◆ **PROBLEM DESCRIPTION**:
Take the lines below between the one holding "ring dip: (1176, 785)" and the one holding "index dip: (1118, 806)", inclusive, and copy them exactly. Add nothing.

◆ **PROVIDED DATA**:

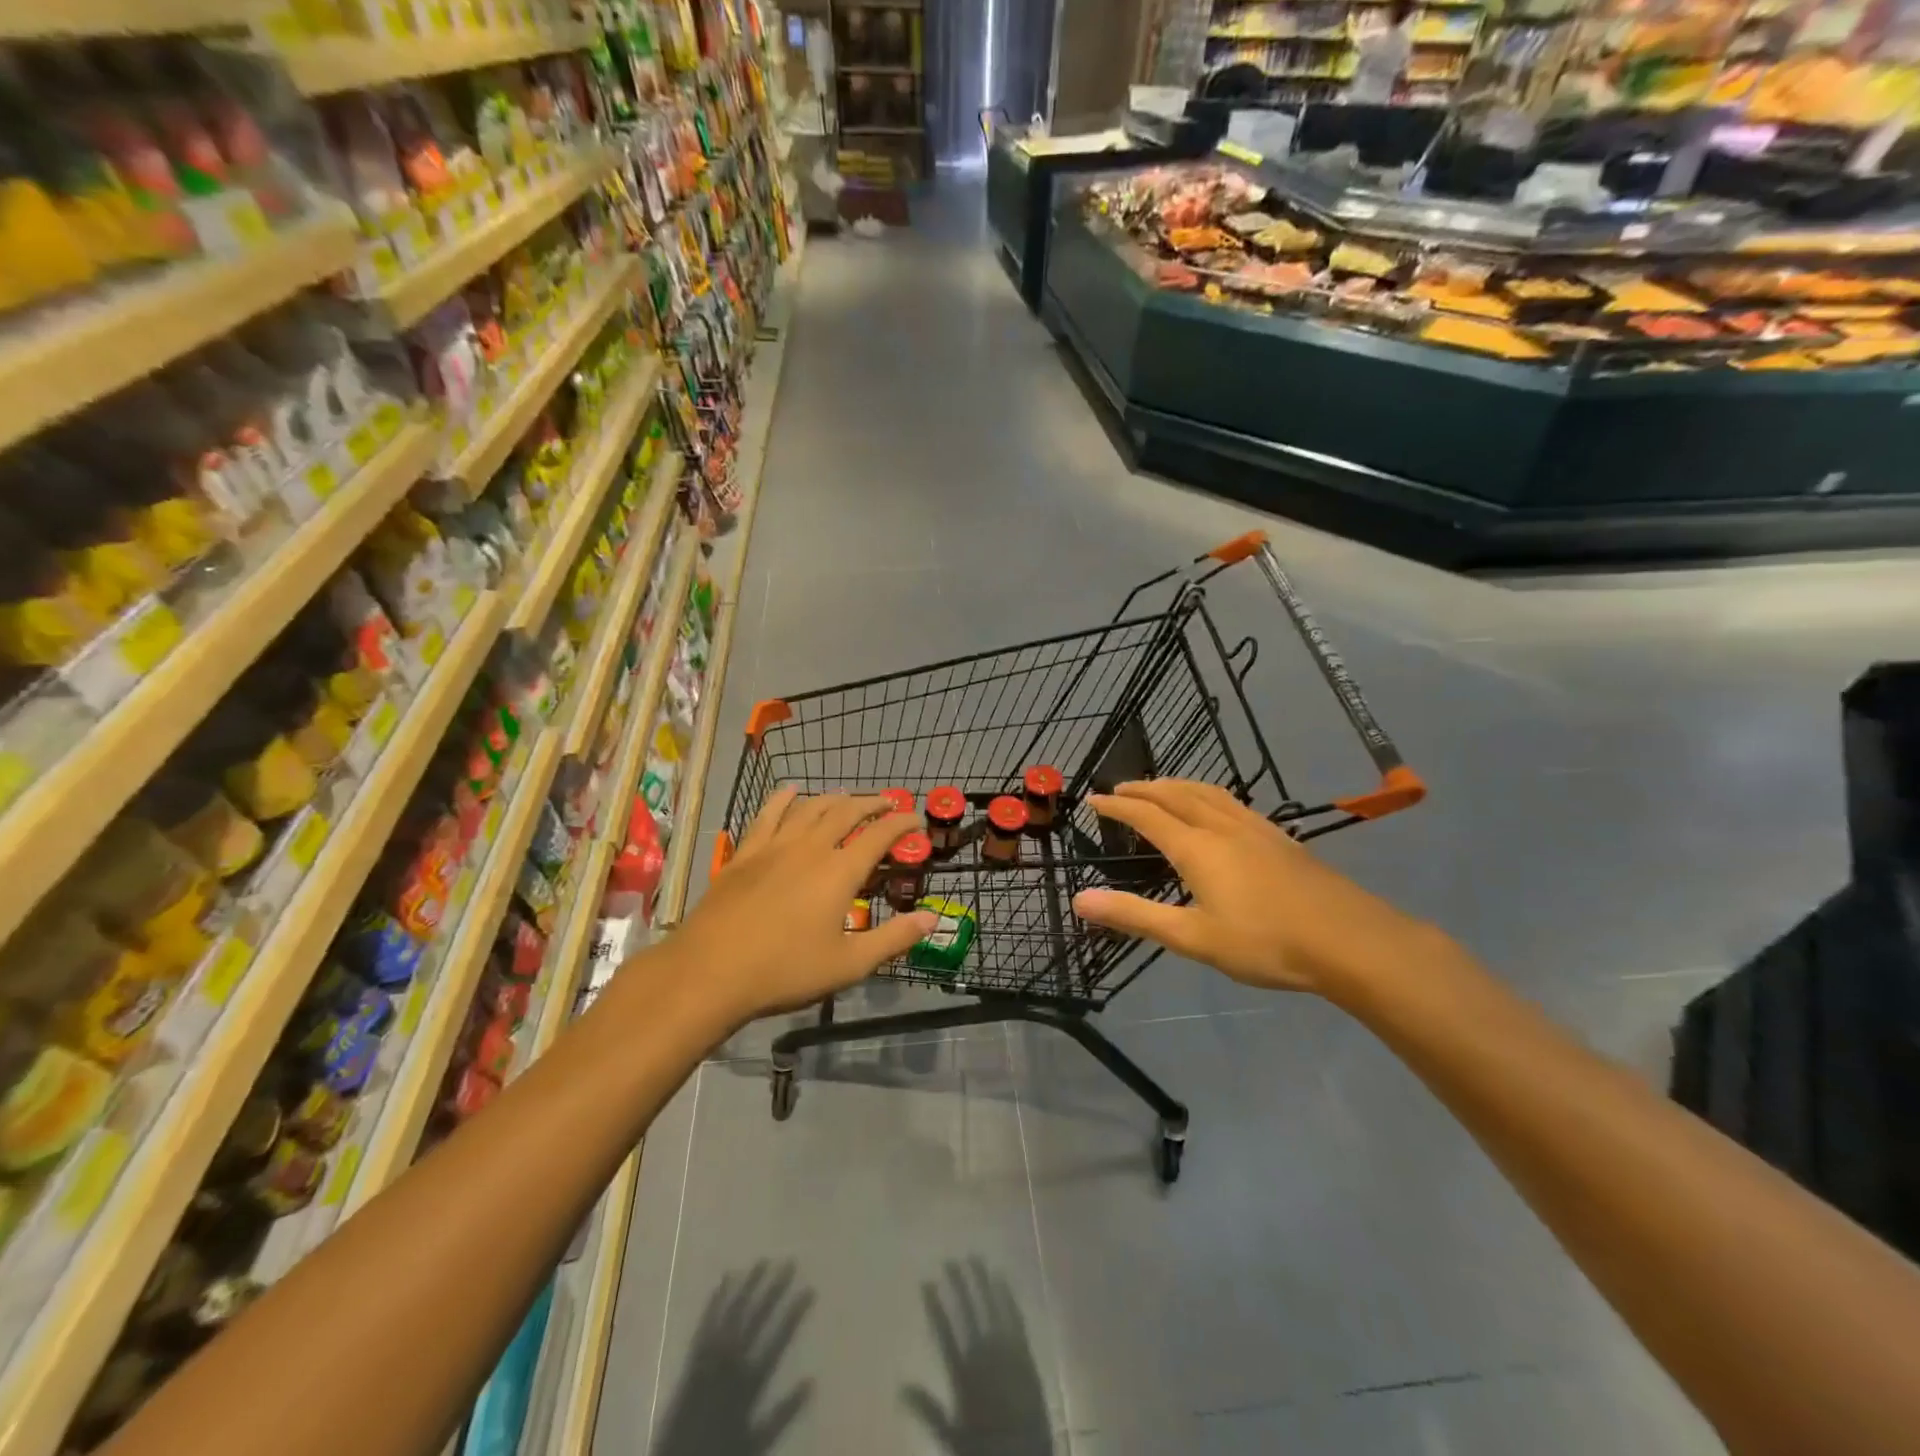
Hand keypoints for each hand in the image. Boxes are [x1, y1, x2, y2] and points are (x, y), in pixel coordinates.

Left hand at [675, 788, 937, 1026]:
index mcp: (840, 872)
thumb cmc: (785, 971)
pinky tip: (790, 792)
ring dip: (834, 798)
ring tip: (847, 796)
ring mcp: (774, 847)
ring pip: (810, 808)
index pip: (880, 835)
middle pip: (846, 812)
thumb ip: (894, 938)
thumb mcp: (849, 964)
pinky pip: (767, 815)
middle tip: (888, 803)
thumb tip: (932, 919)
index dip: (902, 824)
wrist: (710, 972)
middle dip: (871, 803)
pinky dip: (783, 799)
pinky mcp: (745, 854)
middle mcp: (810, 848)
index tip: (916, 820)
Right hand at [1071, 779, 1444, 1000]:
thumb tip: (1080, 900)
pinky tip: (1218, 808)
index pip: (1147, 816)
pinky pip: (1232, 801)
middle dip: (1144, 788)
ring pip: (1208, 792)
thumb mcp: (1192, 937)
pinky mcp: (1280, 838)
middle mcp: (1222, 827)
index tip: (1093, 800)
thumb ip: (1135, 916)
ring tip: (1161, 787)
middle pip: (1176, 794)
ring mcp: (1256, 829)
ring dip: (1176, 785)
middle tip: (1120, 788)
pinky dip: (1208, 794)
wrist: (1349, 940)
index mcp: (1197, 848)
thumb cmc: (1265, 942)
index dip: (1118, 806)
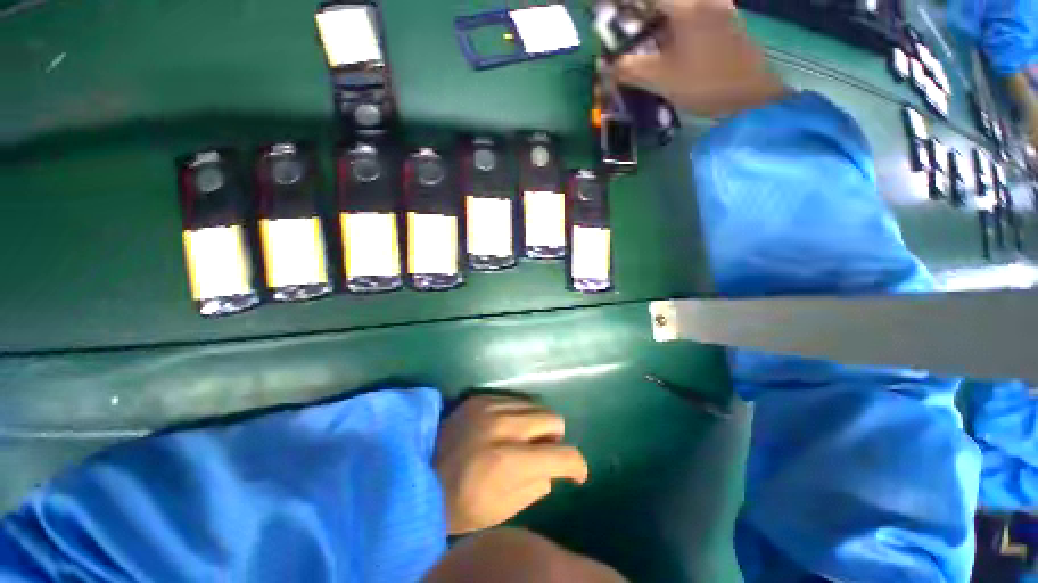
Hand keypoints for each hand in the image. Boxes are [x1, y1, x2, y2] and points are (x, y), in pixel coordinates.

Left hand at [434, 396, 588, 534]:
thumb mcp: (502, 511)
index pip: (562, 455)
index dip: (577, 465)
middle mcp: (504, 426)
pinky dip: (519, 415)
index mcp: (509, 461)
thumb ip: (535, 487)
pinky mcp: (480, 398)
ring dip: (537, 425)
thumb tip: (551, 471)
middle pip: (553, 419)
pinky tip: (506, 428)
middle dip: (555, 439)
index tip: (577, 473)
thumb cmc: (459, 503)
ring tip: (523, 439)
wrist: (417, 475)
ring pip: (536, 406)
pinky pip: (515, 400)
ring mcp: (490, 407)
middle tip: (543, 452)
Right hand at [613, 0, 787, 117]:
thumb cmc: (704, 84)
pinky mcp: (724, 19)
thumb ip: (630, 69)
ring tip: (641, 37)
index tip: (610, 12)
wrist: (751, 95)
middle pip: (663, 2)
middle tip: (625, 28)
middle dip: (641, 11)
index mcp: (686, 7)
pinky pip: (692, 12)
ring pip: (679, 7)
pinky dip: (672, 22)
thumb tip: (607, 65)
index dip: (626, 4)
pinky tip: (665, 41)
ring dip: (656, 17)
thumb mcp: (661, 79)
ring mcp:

◆ **RESULT FOR THIS EXERCISE**:
ring dip: (1176, 785)
middle tip: (1120, 788)
pinky dip: (1208, 794)
wrist: (1349, 940)
index mcp: (1197, 848)
thumb cmc: (1265, 942)
index dip: (1118, 806)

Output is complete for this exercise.